Background: ASCO published the goals of individualized care including advance care planning (ACP) for advanced cancer patients in 2011, but there are no data on the ACP implementation status.Methods: We retrospectively reviewed the electronic medical records and informed consent forms of consecutive stage IV non-small cell lung cancer (NSCLC) patients treated with chemotherapy between January 2010 and December 2012 at our institution. Two outcomes were defined to investigate the ACP implementation status: C-D, the duration from the last day of chemotherapy to death, and D-D, that from the day of confirming DNAR to death.
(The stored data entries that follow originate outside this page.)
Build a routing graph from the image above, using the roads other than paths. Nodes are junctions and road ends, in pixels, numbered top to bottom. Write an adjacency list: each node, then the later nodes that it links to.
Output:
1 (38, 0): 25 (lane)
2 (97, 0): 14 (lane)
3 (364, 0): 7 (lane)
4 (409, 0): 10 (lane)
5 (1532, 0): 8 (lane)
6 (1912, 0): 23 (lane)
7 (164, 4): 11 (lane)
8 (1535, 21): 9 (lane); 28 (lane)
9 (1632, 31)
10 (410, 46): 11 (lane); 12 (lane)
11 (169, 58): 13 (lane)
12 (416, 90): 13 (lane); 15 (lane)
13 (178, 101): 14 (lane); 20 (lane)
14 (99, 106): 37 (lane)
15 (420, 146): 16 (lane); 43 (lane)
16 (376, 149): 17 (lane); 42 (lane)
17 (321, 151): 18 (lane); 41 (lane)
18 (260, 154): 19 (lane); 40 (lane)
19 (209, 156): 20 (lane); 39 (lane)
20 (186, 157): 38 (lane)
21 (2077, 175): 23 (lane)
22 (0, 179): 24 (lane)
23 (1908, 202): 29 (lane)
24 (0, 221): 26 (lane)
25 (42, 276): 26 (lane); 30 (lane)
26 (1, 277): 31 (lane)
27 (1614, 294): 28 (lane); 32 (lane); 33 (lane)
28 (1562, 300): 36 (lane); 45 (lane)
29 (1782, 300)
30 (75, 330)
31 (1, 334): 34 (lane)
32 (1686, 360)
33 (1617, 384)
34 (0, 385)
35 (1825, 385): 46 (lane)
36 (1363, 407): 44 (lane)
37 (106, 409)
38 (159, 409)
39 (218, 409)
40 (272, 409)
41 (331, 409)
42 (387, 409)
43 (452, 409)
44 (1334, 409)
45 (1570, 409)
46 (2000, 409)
We used the Kaplan-Meier method to estimate the endpoints and Cox regression models to analyze explanatory factors associated with those.Results: In total, 136 patients were eligible (median age, 67 years; 89 men; 105 current/ever smokers). Of 103 patients with adenocarcinoma, 30 had EGFR mutations, and 110 patients had PS 0 or 1. Of the 136 patients, 71 received 1 regimen, 39 received 2 regimens. The main status of implementation of ACP was followed: information provided ‘incurable disease before first-line chemotherapy’ was 96 cases (70%), ‘supportive care’ was 69 cases (50%) and ‘prognosis to patient’ was 43 cases (32%). DNAR reflected patient' will were 29 cases (21%). The median C-D was 64 days. Received ≤2 chemotherapy regimens and provision of prognosis information to patients were significantly associated with C-D in multivariate analysis. The median D-D was 25 days. Provision of information regarding supportive care before first-line chemotherapy and provision of prognosis information to the patient were significantly associated with D-D in multivariate analysis.Conclusions: Investigation of the ACP implementation status in NSCLC patients at our institution showed that providing information on supportive care before first-line chemotherapy and informing the patient about prognosis is beneficial in prolonging supportive care.